- _About this task_
Scan the records for "Waynoka". Show the matching lines.

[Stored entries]
((
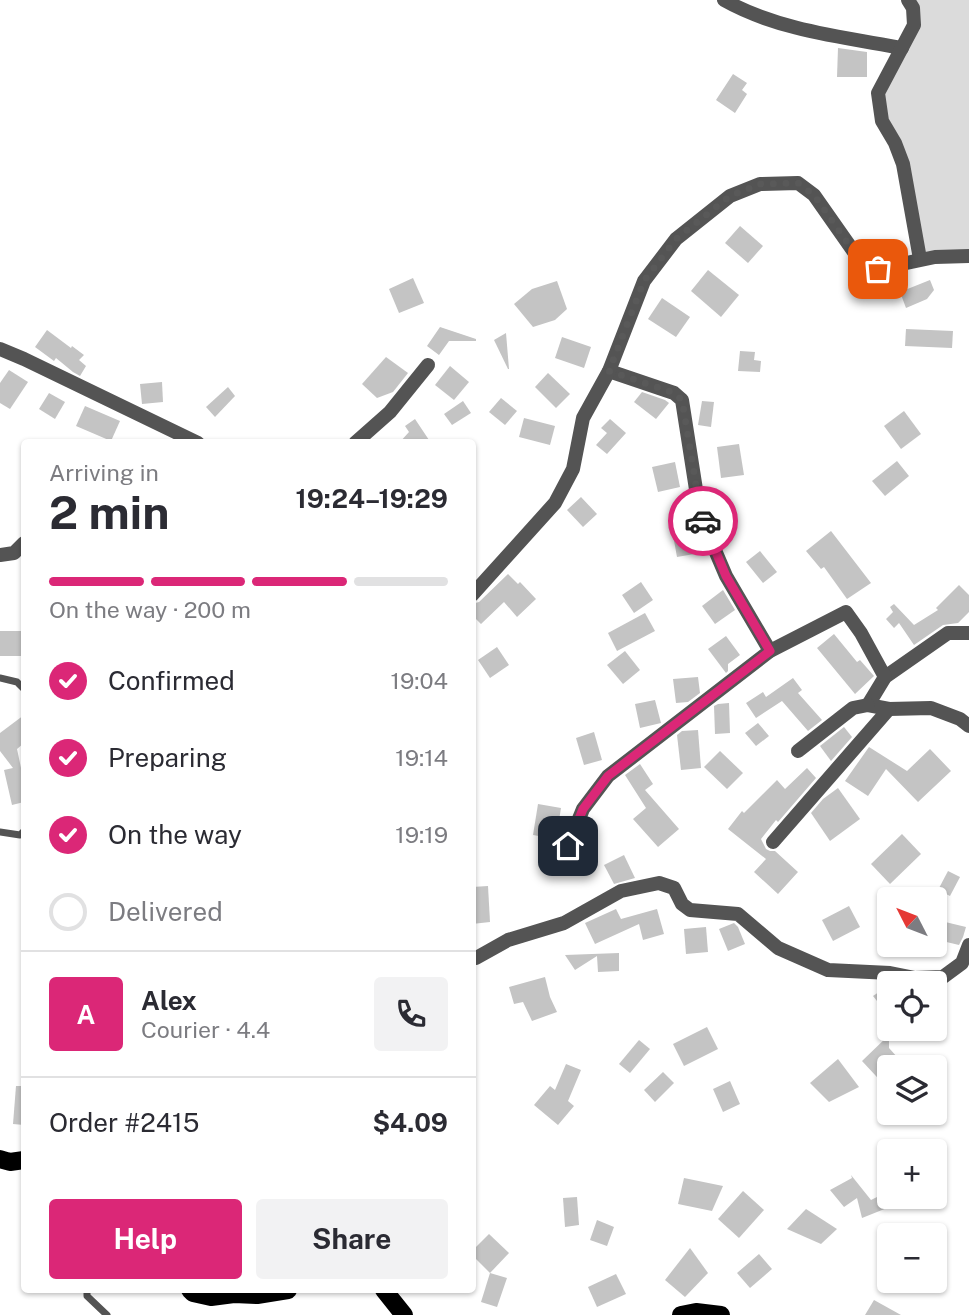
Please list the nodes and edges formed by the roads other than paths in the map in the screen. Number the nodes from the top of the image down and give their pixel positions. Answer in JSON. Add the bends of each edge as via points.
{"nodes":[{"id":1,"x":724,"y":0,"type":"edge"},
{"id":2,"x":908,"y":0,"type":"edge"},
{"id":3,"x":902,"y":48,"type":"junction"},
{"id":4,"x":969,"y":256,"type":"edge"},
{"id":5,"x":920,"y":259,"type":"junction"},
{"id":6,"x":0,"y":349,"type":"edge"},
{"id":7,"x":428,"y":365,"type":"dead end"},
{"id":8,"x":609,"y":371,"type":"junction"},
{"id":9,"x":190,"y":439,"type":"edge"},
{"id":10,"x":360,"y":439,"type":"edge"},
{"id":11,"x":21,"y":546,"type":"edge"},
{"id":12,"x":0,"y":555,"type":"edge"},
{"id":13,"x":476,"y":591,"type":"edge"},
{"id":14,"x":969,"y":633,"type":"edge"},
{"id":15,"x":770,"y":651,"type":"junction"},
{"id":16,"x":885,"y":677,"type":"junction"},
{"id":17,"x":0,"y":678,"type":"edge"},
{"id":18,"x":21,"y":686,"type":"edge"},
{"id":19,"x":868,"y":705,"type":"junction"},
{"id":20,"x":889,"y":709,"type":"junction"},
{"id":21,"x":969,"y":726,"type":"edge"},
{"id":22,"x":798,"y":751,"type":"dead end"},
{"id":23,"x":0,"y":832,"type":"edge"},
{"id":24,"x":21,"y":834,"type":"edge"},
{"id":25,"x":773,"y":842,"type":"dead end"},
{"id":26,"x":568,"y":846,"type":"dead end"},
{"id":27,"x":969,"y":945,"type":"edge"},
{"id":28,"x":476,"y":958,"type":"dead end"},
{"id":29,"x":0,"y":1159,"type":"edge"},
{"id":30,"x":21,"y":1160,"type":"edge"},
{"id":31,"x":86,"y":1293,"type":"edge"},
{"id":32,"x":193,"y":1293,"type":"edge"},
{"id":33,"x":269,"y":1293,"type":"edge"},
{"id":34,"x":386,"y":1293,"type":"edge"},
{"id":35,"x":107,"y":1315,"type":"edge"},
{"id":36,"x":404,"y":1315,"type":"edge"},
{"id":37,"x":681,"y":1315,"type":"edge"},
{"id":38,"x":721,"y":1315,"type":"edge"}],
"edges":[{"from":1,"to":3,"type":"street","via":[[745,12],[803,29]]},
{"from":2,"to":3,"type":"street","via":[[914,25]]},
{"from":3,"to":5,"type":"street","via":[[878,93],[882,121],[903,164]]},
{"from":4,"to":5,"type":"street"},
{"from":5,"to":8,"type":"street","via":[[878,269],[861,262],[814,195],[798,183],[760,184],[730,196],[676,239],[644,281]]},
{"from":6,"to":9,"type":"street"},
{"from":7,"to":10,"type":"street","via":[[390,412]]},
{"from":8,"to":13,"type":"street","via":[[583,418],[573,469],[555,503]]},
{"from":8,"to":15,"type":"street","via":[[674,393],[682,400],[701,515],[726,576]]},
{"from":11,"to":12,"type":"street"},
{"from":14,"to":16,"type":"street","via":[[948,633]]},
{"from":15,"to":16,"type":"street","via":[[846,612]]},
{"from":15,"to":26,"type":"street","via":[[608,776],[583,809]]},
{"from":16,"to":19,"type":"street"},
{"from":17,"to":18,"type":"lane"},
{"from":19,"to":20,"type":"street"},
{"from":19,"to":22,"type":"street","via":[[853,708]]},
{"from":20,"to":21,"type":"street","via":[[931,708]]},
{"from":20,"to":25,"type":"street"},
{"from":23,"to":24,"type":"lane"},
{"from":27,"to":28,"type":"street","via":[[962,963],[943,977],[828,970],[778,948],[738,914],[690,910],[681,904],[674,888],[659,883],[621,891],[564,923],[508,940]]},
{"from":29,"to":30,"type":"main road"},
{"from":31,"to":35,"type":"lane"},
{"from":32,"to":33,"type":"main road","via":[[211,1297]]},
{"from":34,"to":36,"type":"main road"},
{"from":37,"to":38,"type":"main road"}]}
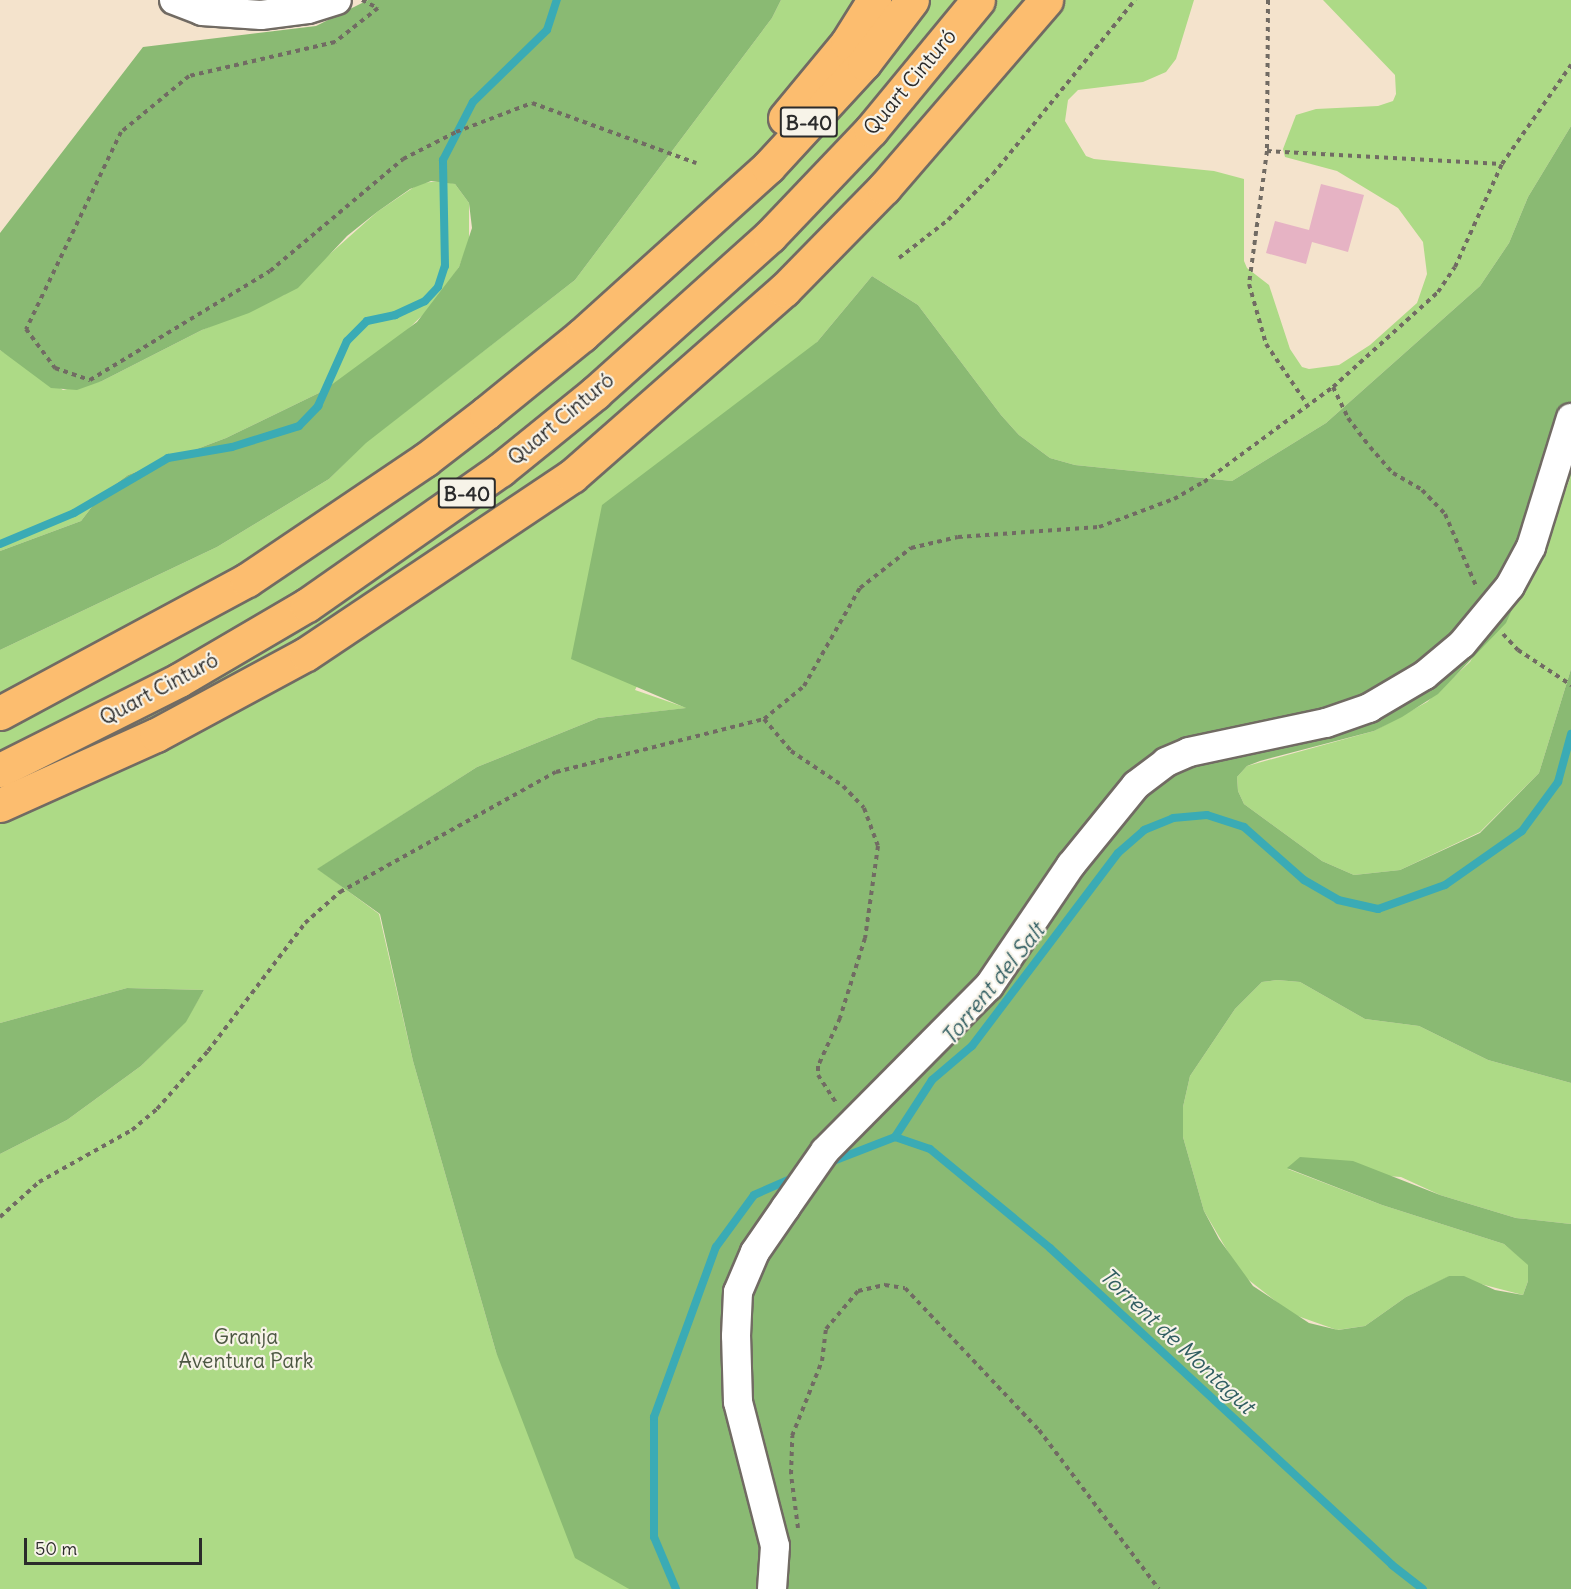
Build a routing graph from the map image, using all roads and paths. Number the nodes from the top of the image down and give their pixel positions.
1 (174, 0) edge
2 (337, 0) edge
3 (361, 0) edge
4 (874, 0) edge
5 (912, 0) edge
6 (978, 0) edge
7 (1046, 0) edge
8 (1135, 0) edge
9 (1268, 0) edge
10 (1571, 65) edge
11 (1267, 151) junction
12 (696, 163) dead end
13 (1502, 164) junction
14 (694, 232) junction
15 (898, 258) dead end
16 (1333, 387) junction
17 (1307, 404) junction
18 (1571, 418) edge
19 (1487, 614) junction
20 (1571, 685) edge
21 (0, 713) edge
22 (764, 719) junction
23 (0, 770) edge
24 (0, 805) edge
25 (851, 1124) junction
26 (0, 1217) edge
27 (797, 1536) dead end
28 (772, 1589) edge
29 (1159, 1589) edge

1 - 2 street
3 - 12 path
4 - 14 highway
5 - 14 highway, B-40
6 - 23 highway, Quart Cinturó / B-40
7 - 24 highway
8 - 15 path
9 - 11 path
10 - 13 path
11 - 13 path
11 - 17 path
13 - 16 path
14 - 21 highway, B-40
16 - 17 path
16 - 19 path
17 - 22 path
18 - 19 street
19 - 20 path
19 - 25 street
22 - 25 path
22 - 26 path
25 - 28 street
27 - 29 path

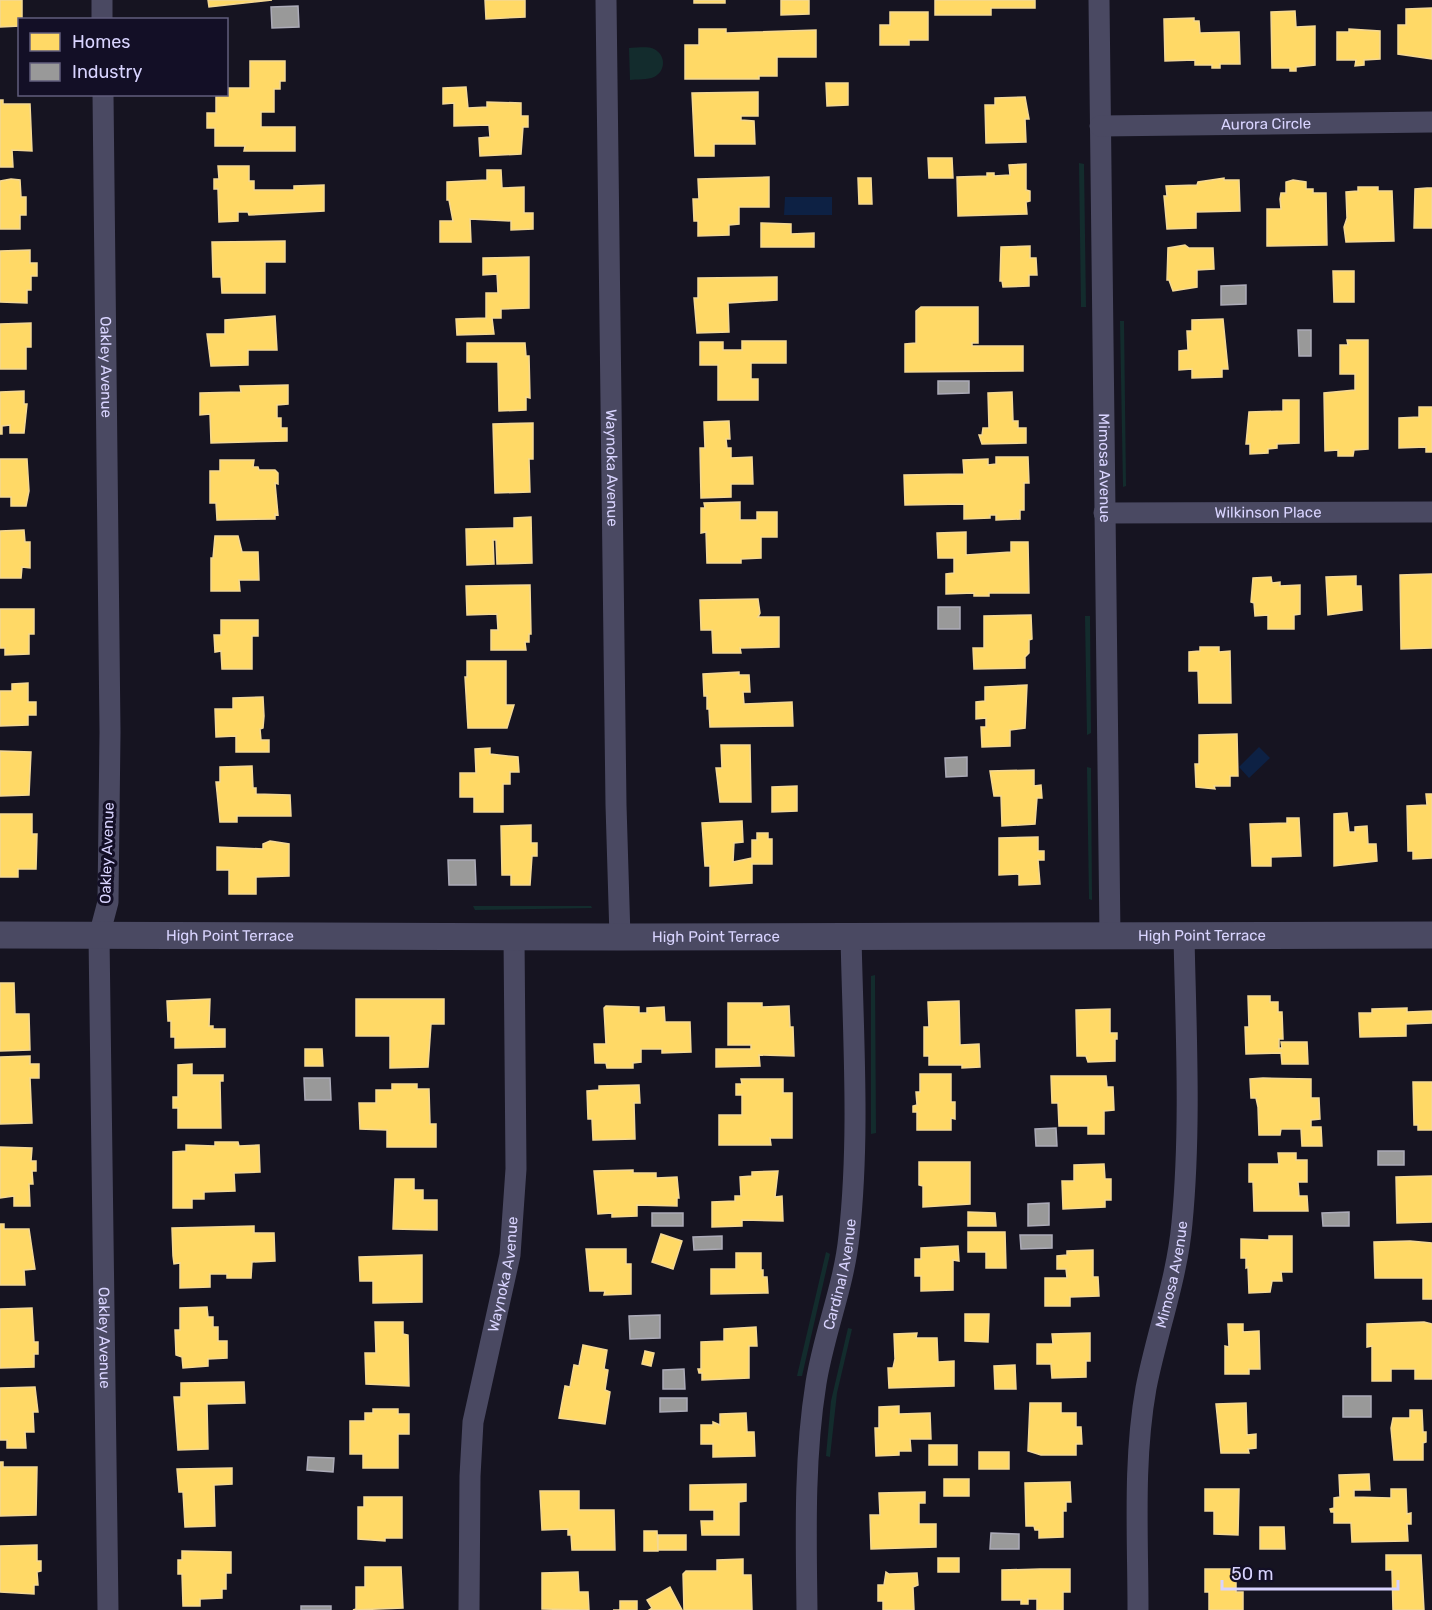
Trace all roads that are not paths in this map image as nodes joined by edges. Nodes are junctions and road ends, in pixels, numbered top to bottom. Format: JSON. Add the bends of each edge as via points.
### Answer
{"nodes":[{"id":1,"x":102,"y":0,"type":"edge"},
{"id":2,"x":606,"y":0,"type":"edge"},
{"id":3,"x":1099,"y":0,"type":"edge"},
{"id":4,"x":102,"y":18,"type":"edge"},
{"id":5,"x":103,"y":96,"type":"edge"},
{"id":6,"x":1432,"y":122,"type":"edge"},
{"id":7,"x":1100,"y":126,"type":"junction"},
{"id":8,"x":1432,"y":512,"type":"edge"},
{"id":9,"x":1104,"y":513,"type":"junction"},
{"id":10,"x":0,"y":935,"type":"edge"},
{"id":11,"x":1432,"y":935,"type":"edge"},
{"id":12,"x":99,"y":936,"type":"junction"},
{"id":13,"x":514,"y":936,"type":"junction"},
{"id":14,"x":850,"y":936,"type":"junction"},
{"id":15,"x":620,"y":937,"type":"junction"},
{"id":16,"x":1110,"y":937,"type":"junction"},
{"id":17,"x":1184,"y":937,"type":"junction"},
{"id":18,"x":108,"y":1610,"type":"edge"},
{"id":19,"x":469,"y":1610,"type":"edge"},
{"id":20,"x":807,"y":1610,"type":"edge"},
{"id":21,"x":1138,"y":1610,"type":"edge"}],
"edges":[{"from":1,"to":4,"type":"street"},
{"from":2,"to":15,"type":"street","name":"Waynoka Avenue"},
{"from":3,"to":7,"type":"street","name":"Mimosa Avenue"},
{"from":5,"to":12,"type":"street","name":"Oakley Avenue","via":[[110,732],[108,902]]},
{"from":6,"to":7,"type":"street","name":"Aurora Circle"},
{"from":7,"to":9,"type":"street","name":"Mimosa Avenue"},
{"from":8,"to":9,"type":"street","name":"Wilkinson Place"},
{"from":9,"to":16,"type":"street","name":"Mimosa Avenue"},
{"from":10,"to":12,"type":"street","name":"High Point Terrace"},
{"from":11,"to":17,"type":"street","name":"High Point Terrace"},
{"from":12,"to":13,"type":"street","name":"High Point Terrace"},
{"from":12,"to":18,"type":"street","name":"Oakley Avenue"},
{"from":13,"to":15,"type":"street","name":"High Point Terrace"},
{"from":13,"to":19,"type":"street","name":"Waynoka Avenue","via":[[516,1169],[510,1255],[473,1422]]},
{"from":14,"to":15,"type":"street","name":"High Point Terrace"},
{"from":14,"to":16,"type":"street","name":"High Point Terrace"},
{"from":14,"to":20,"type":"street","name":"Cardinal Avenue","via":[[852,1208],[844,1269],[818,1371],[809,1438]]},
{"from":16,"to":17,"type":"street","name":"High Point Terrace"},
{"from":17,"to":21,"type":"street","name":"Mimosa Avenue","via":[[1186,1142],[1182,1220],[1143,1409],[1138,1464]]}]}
))
- _The completed task_
{"from":2,"to":15,"type":"street","name":"Waynoka Avenue"},
{"from":13,"to":19,"type":"street","name":"Waynoka Avenue","via":[[516,1169],[510,1255],[473,1422]]},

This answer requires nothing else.